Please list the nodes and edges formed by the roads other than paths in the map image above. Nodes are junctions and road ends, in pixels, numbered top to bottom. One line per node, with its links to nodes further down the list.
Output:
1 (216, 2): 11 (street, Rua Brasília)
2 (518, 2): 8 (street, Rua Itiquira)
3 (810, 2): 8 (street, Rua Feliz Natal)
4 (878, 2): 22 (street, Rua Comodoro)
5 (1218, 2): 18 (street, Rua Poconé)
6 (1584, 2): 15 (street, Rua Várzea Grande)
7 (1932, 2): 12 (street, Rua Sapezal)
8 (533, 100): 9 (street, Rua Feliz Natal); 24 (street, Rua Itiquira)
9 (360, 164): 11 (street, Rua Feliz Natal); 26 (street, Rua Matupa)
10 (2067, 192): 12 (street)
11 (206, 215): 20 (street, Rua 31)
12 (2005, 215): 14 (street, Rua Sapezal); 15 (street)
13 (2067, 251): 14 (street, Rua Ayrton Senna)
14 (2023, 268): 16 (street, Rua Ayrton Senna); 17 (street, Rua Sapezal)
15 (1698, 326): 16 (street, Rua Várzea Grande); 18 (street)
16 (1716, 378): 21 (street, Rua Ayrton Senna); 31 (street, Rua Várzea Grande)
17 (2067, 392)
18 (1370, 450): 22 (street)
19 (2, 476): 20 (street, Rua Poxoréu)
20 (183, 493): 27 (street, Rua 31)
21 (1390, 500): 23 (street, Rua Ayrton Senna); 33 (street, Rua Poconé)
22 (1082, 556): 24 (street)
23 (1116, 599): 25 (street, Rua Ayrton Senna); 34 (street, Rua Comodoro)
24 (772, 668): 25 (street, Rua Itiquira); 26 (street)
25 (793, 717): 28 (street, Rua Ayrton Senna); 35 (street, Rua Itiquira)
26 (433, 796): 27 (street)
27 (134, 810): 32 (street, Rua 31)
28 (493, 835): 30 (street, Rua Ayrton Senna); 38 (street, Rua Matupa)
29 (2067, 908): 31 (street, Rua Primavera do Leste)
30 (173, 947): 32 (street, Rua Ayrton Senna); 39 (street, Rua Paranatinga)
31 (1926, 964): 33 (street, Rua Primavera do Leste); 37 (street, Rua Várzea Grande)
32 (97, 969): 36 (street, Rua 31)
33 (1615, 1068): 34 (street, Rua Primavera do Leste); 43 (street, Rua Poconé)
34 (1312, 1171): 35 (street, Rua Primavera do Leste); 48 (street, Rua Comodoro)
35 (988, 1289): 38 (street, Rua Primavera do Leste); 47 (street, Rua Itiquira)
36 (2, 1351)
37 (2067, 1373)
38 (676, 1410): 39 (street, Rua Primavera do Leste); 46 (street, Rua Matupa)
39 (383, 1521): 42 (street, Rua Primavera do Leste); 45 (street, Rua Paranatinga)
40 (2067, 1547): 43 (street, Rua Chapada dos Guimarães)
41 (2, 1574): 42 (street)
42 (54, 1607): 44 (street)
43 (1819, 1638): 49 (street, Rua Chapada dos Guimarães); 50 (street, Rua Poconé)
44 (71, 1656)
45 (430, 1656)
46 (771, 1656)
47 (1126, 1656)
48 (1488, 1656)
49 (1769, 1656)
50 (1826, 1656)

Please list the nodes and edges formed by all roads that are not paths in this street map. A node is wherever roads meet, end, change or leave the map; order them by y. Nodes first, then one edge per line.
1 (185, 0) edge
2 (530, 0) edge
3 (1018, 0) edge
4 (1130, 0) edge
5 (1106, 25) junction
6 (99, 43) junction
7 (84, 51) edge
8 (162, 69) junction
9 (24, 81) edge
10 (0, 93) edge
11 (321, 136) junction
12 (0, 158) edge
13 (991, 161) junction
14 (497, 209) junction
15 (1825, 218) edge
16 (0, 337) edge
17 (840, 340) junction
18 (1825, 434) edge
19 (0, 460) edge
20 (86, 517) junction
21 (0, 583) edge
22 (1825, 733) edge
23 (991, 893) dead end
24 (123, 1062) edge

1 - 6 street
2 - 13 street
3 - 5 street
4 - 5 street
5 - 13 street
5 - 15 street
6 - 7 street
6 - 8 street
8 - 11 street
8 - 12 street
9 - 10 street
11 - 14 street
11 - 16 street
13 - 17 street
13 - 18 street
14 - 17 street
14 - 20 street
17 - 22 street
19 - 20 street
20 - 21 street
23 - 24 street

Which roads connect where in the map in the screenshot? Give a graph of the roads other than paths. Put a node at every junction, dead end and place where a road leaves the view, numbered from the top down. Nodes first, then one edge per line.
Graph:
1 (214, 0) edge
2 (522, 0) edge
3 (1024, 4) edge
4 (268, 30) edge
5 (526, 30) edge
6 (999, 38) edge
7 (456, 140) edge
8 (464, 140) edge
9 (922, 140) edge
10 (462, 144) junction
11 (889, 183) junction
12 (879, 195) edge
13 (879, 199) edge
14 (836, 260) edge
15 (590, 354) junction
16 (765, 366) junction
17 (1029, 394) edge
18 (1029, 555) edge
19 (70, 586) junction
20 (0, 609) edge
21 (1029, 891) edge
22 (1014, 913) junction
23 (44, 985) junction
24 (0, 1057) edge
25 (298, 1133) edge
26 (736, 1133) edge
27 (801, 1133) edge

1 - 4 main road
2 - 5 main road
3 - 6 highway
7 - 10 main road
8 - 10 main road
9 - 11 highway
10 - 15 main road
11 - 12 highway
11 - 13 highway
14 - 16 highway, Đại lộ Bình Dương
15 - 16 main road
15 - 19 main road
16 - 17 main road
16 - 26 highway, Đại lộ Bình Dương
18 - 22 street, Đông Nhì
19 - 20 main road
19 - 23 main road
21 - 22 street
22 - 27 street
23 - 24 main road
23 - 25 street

→ WORK TO COMPLETE
Print out each record above exactly, with nothing omitted.

→ WRITTEN ANSWER
Please list the nodes and edges formed by the roads other than paths in the map image above. Nodes are junctions and road ends, in pixels, numbered top to bottom. One line per node, with its links to nodes further down the list.
Output:
1 (216, 2): 11 (street, Rua Brasília)
2 (518, 2): 8 (street, Rua Itiquira)
3 (810, 2): 8 (street, Rua Feliz Natal)
4 (878, 2): 22 (street, Rua Comodoro)
5 (1218, 2): 18 (street, Rua Poconé)
6 (1584, 2): 15 (street, Rua Várzea Grande)
7 (1932, 2): 12 (street, Rua Sapezal)
8 (533, 100): 9 (street, Rua Feliz Natal); 24 (street, Rua Itiquira)
9 (360, 164): 11 (street, Rua Feliz Natal); 26 (street, Rua Matupa)
10 (2067, 192): 12 (street)
11 (206, 215): 20 (street, Rua 31)
12 (2005, 215): 14 (street, Rua Sapezal); 15 (street)
13 (2067, 251): 14 (street, Rua Ayrton Senna)
14 (2023, 268): 16 (street, Rua Ayrton Senna); 17 (street, Rua Sapezal)
15 (1698, 326): 16 (street, Rua Várzea Grande); 18 (street)
16 (1716, 378): 21 (street, Rua Ayrton Senna); 31 (street, Rua Várzea Grande)
17 (2067, 392)
18 (1370, 450): 22 (street)
19 (2, 476): 20 (street, Rua Poxoréu)
20 (183, 493): 27 (street, Rua 31)
21 (1390, 500): 23 (street, Rua Ayrton Senna); 33 (street, Rua Poconé)
22 (1082, 556): 24 (street)
23 (1116, 599): 25 (street, Rua Ayrton Senna); 34 (street, Rua Comodoro)
24 (772, 668): 25 (street, Rua Itiquira); 26 (street)
25 (793, 717): 28 (street, Rua Ayrton Senna); 35 (street, Rua Itiquira)
26 (433, 796): 27 (street)
27 (134, 810): 32 (street, Rua 31)
28 (493, 835): 30 (street, Rua Ayrton Senna); 38 (street, Rua Matupa)
29 (2067, 908): 31 (street, Rua Primavera do Leste)
30 (173, 947): 32 (street, Rua Ayrton Senna); 39 (street, Rua Paranatinga)
31 (1926, 964): 33 (street, Rua Primavera do Leste); 37 (street, Rua Várzea Grande)
32 (97, 969): 36 (street, Rua 31)
33 (1615, 1068): 34 (street, Rua Primavera do Leste); 43 (street, Rua Poconé)
34 (1312, 1171): 35 (street, Rua Primavera do Leste); 48 (street, Rua Comodoro)
35 (988, 1289): 38 (street, Rua Primavera do Leste); 47 (street, Rua Itiquira)
36 (2, 1351)
37 (2067, 1373)
38 (676, 1410): 39 (street, Rua Primavera do Leste); 46 (street, Rua Matupa)
39 (383, 1521): 42 (street, Rua Primavera do Leste); 45 (street, Rua Paranatinga)
40 (2067, 1547): 43 (street, Rua Chapada dos Guimarães)
41 (2, 1574): 42 (street)
42 (54, 1607): 44 (street)
43 (1819, 1638): 49 (street, Rua Chapada dos Guimarães); 50 (street, Rua Poconé)
44 (71, 1656)
45 (430, 1656)
46 (771, 1656)
47 (1126, 1656)
48 (1488, 1656)
49 (1769, 1656)
50 (1826, 1656)

Please list the nodes and edges formed by all roads that are not paths in this street map. A node is wherever roads meet, end, change or leave the map; order them by y. Nodes first, then one edge per line.
1 (185, 0) edge
2 (530, 0) edge
3 (1018, 0) edge
4 (1130, 0) edge
5 (1106, 25) junction
6 (99, 43) junction
7 (84, 51) edge
8 (162, 69) junction
9 (24, 81) edge
10 (0, 93) edge
11 (321, 136) junction
12 (0, 158) edge
13 (991, 161) junction
14 (497, 209) junction
15 (1825, 218) edge
16 (0, 337) edge
17 (840, 340) junction
18 (1825, 434) edge
19 (0, 460) edge
20 (86, 517) junction
21 (0, 583) edge
22 (1825, 733) edge
23 (991, 893) dead end
24 (123, 1062) edge

1 - 6 street
2 - 13 street
3 - 5 street
4 - 5 street
5 - 13 street
5 - 15 street
6 - 7 street
6 - 8 street
8 - 11 street
8 - 12 street
9 - 10 street
11 - 14 street
11 - 16 street
13 - 17 street
13 - 18 street
14 - 17 street
14 - 20 street
17 - 22 street
19 - 20 street
20 - 21 street
23 - 24 street

Which roads connect where in the map in the screenshot? Give a graph of the roads other than paths. Put a node at every junction, dead end and place where a road leaves the view, numbered from the top down. Nodes first, then one edge per line.
Graph:
1 (214, 0) edge
2 (522, 0) edge
3 (1024, 4) edge
4 (268, 30) edge
5 (526, 30) edge
6 (999, 38) edge
7 (456, 140) edge
8 (464, 140) edge
9 (922, 140) edge
10 (462, 144) junction
11 (889, 183) junction
12 (879, 195) edge
13 (879, 199) edge
14 (836, 260) edge
15 (590, 354) junction
16 (765, 366) junction
17 (1029, 394) edge
18 (1029, 555) edge
19 (70, 586) junction
20 (0, 609) edge
21 (1029, 891) edge
22 (1014, 913) junction
23 (44, 985) junction
24 (0, 1057) edge
25 (298, 1133) edge
26 (736, 1133) edge
27 (801, 1133) edge

1 - 4 main road
2 - 5 main road
3 - 6 highway
7 - 10 main road
8 - 10 main road
9 - 11 highway
10 - 15 main road
11 - 12 highway
11 - 13 highway
14 - 16 highway, Đại lộ Bình Dương
15 - 16 main road
15 - 19 main road
16 - 17 main road
16 - 26 highway, Đại lộ Bình Dương
18 - 22 street, Đông Nhì
19 - 20 main road
19 - 23 main road
21 - 22 street
22 - 27 street
23 - 24 main road
23 - 25 street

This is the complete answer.